Notably, a systematic review found weaker than expected relationships between NMR and cigarettes per day or commonly used self-report dependence measures (e.g., Fagerström Test of Nicotine Dependence, Hooked on Nicotine Checklist, Wisconsin Index of Smoking Motives) (West et al., 2011). The relationship between NMR and nicotine dependence may be less apparent in groups that tend to smoke fewer cigarettes per day, potentially due to differences in smoking motives. For example, NMR has a weaker association with cigarettes per day among Black than white people who smoke (Ross et al., 2016), and it has been suggested that positive reinforcement (i.e., “peak-seeking”; Russell & Feyerabend, 1978) may drive smoking among Black individuals, while relief from withdrawal symptoms and stabilization of mood (i.e., “trough-maintaining”; Russell & Feyerabend, 1978) may drive smoking in white individuals (Ross et al., 2016). Indeed, white individuals with higher NMR typically titrate their cigarettes per day to match their rate of nicotine metabolism and maintain a constant nicotine level; however, Black individuals, for whom cigarettes per day tend to be lower (Centers for Disease Control and Prevention [CDC], 2019a), typically do not titrate their cigarettes per day (Ross et al., 2016; St. Helen et al., 2019). Furthermore, menthol use can decrease nicotine metabolism (Benowitz, Herrera, & Jacob, 2004), and disproportionately high menthol use among Black individuals who smoke may partially—but not entirely—explain the association between NMR and race (Ho et al., 2009; Ross et al., 2016).

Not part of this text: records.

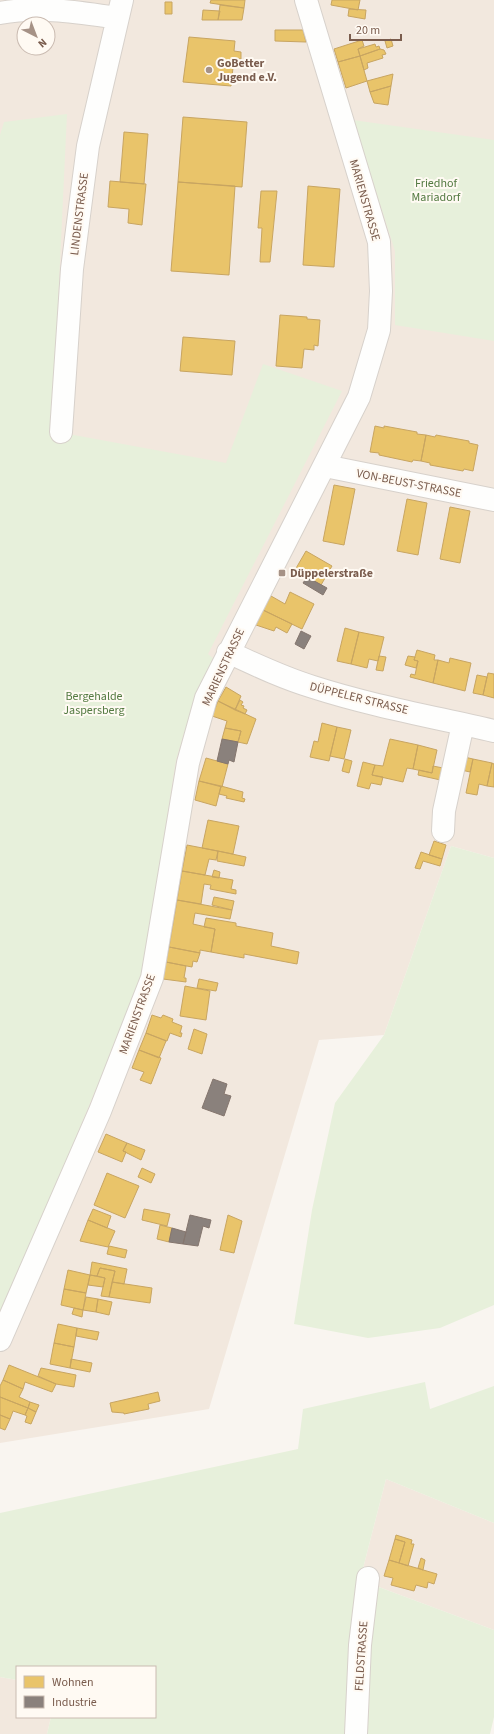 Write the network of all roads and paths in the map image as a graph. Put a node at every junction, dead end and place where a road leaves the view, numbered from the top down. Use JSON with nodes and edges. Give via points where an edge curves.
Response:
{"nodes":[{"id":1,"x":306,"y":0,"type":"edge"},
{"id":2,"x":120,"y":9,"type":"edge"},
{"id":3,"x":0,"y":12,"type":"edge"},
{"id":4,"x":61,"y":432,"type":"dead end"},
{"id":5,"x":325,"y":466,"type":"junction"},
{"id":6,"x":494,"y":500,"type":"edge"},
{"id":7,"x":228,"y":652,"type":"junction"},
{"id":8,"x":463,"y":724,"type":"junction"},
{"id":9,"x":494,"y":731,"type":"edge"},
{"id":10,"x":443,"y":831,"type":"dead end"},
{"id":11,"x":0,"y":1340,"type":"edge"},
{"id":12,"x":368,"y":1578,"type":"dead end"},
{"id":13,"x":356,"y":1734,"type":"edge"}],
"edges":[{"from":1,"to":5,"type":"street","name":"MARIENSTRASSE","via":[[378,242],[381,292],[379,330],[359,397]]},
{"from":2,"to":3,"type":"street","via":[[22,9]]},
{"from":2,"to":4,"type":"street","name":"LINDENSTRASSE","via":[[88,146],[72,269]]},
{"from":5,"to":6,"type":"street","name":"VON-BEUST-STRASSE"},
{"from":5,"to":7,"type":"street","name":"MARIENSTRASSE"},
{"from":7,"to":8,"type":"street","name":"DÜPPELER STRASSE","via":[[267,671],[313,687]]},
{"from":7,"to":11,"type":"street","name":"MARIENSTRASSE","via":[[206,698],[188,763],[152,978],[100,1111]]},
{"from":8,"to":9,"type":"street","name":"DÜPPELER STRASSE"},
{"from":8,"to":10,"type":"street","via":[[444,812]]},
{"from":12,"to":13,"type":"street","name":"FELDSTRASSE","via":[[360,1645]]}]}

Less is known about nicotine metabolism among Alaska Native people. Despite smoking fewer cigarettes per day on average than White people who smoke (CDC, 2019b), Alaska Native people have high smoking prevalence and high tobacco-related disease burden (CDC, 2019b). Alaska Native people frequently experience discrimination, lack of access to health insurance, wealth inequality, and other structural inequities that increase their risk for smoking and cardiovascular disease (Breathett et al., 2020). Additionally, previous research has identified differences in variant allele frequencies in Alaska Native Yup’ik people that influence nicotine metabolism (Binnington et al., 2012; Zhu, Renner, Hatsukami, Benowitz, & Tyndale, 2013). Similar to white people who smoke cigarettes, Yup’ik individuals with slower nicotine metabolism had lower daily nicotine intake, as assessed by urine total nicotine equivalents (Zhu, Binnington, et al., 2013). Nonetheless, similar to Black people who smoke, Yup’ik individuals did not reduce their cigarettes per day to compensate for slower nicotine metabolism (Zhu, Binnington, et al., 2013). It remains unclear whether previously identified correlates of NMR in white and Black individuals apply to Alaska Native people who smoke cigarettes. Moreover, previous research on nicotine metabolism in Alaska Native people has primarily recruited participants of Yup’ik descent.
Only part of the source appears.